In comparison, almost all RMDA members are in the black, says Simmons. “We were profitable within about two months of operation,” says Sasse, noting that Phoodiis balance sheet has continued to improve over the years. Patel says that he was profitable on “day one.”
And Phoodiis has developed good name recognition in its community. About 30% of its business comes from people who have taken the time to find and download the Phoodiis app. So, they aren’t just stumbling across the company on a web search. (OrangeCrate gets 68% of business through its app.) Sasse even credits the national companies with raising awareness of food delivery in his communities, saying that his volume increased after they came to town.
But it hasn’t all been bright.

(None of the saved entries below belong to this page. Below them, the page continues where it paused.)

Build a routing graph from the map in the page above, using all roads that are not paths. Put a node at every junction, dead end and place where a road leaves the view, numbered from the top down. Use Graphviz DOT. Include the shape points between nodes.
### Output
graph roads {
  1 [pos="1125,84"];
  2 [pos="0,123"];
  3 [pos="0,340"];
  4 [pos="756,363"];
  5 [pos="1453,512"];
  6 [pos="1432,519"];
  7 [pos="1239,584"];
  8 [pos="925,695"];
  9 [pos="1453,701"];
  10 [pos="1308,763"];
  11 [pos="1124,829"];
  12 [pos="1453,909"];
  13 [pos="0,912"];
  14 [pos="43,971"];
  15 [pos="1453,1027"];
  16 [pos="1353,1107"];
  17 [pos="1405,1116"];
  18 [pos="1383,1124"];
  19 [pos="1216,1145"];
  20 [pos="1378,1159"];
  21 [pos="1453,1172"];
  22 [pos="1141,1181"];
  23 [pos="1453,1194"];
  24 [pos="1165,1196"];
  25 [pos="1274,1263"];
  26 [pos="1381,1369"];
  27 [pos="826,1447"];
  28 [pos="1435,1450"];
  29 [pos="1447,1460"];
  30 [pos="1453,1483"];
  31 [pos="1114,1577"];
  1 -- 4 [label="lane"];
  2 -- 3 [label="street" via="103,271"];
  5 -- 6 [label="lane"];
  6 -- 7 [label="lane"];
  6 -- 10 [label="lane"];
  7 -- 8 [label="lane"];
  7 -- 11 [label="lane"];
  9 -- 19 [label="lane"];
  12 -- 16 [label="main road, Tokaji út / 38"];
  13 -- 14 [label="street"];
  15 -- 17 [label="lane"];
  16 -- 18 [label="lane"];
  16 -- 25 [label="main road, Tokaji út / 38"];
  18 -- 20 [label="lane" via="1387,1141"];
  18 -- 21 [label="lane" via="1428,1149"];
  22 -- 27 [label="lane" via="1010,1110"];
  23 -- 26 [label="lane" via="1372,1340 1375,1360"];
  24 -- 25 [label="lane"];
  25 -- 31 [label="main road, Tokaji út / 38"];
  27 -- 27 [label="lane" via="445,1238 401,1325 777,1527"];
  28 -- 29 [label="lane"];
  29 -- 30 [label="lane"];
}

In 2019, competition from the national players caused North-Carolina based Takeout Central to close operations in Knoxville, Tenn. That same year, New Jersey-based Delivery Now pulled out of two counties in New York state.
However well business is going for local companies, they hope that forming a united front will allow them to grow much more–by reaching a larger audience and gaining the clout to deal with national restaurant chains. After all, their combined businesses are still just about 3% of the burgeoning food delivery industry in the U.S.
“As a group, LocalDelivery can really move the needle as one entity, because there’s 550 CEOs supporting it, and we can really compete with the big boys,” says Patel. “If we stack our technology, I think we can compete with anybody that’s out there.”